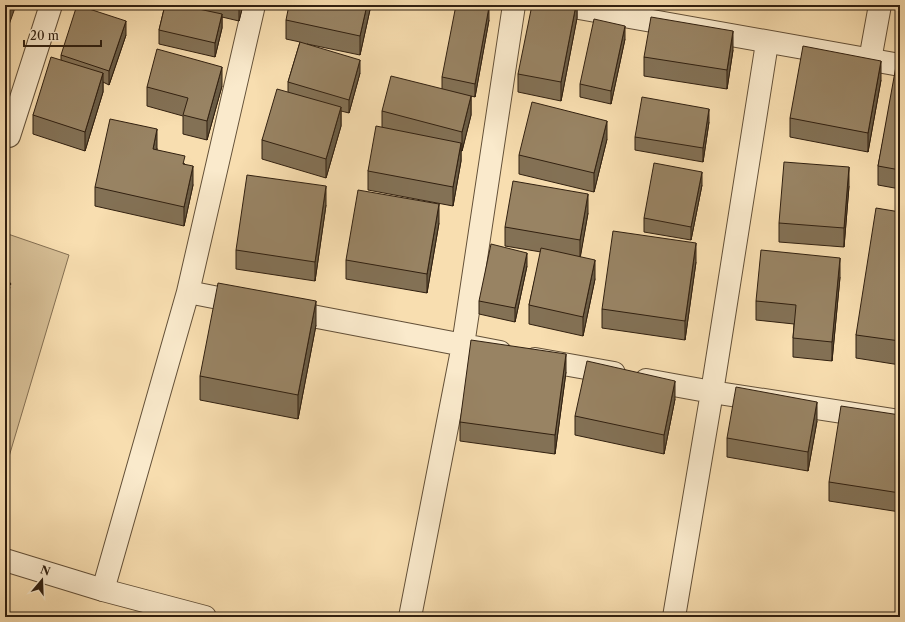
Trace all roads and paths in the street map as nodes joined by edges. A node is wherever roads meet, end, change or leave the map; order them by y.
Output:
1 (51, 5) edge
2 (254, 5) edge
3 (514, 5) edge
4 (562, 5) edge
5 (880, 5) edge
6 (614, 10) edge
7 (767, 43) junction
8 (870, 60) junction
9 (900, 65) edge
10 (5, 135) edge
11 (5, 279) edge
12 (188, 292) junction
13 (5, 302) edge
14 (462, 345) junction
15 (712, 392) junction
16 (900, 420) edge
17 (5, 560) edge
18 (103, 590) junction
19 (206, 617) edge
20 (410, 617) edge
21 (674, 617) edge

1 - 10 street
2 - 12 street
3 - 14 street
4 - 6 street
5 - 8 street
6 - 7 street
7 - 8 street
7 - 15 street
8 - 9 street
11 - 13 path
12 - 14 street
12 - 18 street
14 - 15 street
14 - 20 street
15 - 16 street
15 - 21 street
17 - 18 street
18 - 19 street

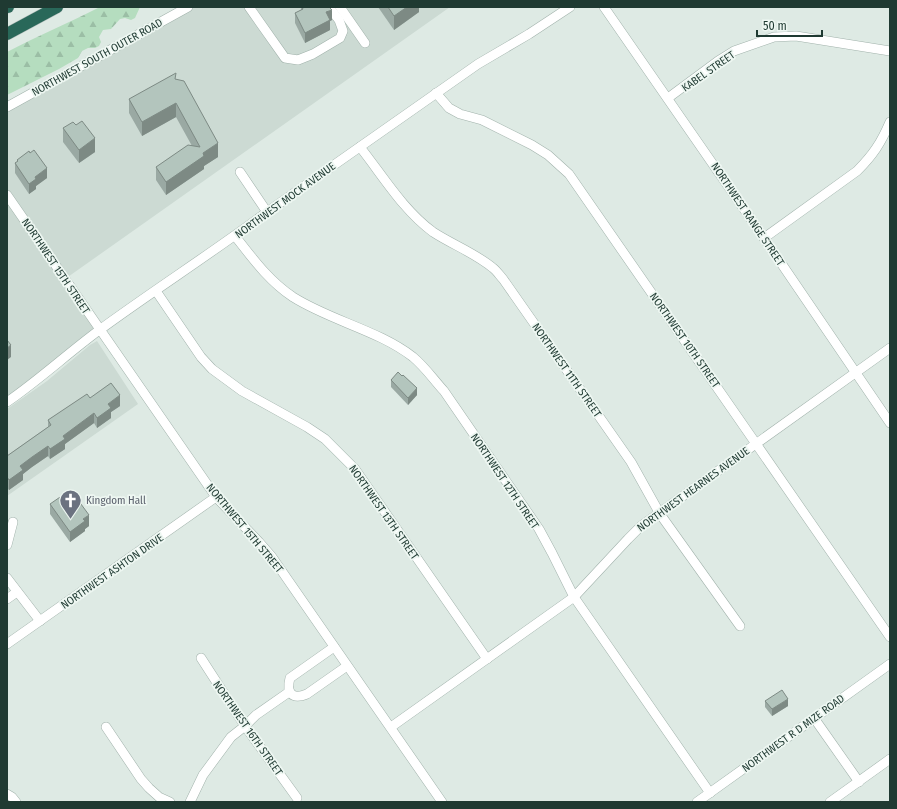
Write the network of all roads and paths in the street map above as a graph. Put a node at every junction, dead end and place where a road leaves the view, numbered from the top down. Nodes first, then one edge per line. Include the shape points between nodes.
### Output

++++

Produce the full material again verbatim, with the pictures dropped.

### [Answer for the task]
Trace all roads and paths in the street map as nodes joined by edges. A node is wherever roads meet, end, change or leave the map; order them by y.
Output:
1 (51, 5) edge
2 (254, 5) edge
3 (514, 5) edge
4 (562, 5) edge
5 (880, 5) edge
6 (614, 10) edge
7 (767, 43) junction
8 (870, 60) junction
9 (900, 65) edge
10 (5, 135) edge
11 (5, 279) edge
12 (188, 292) junction
13 (5, 302) edge
14 (462, 345) junction
15 (712, 392) junction
16 (900, 420) edge
17 (5, 560) edge
18 (103, 590) junction
19 (206, 617) edge
20 (410, 617) edge
21 (674, 617) edge

1 - 10 street
2 - 12 street
3 - 14 street
4 - 6 street
5 - 8 street
6 - 7 street
7 - 8 street
7 - 15 street
8 - 9 street
11 - 13 path
12 - 14 street
12 - 18 street
14 - 15 street
14 - 20 street
15 - 16 street
15 - 21 street
17 - 18 street
18 - 19 street

Write the network of all roads and paths in the street map above as a graph. Put a node at every junction, dead end and place where a road leaves the view, numbered from the top down. Nodes first, then one edge per line. Include the shape points between nodes.
### Output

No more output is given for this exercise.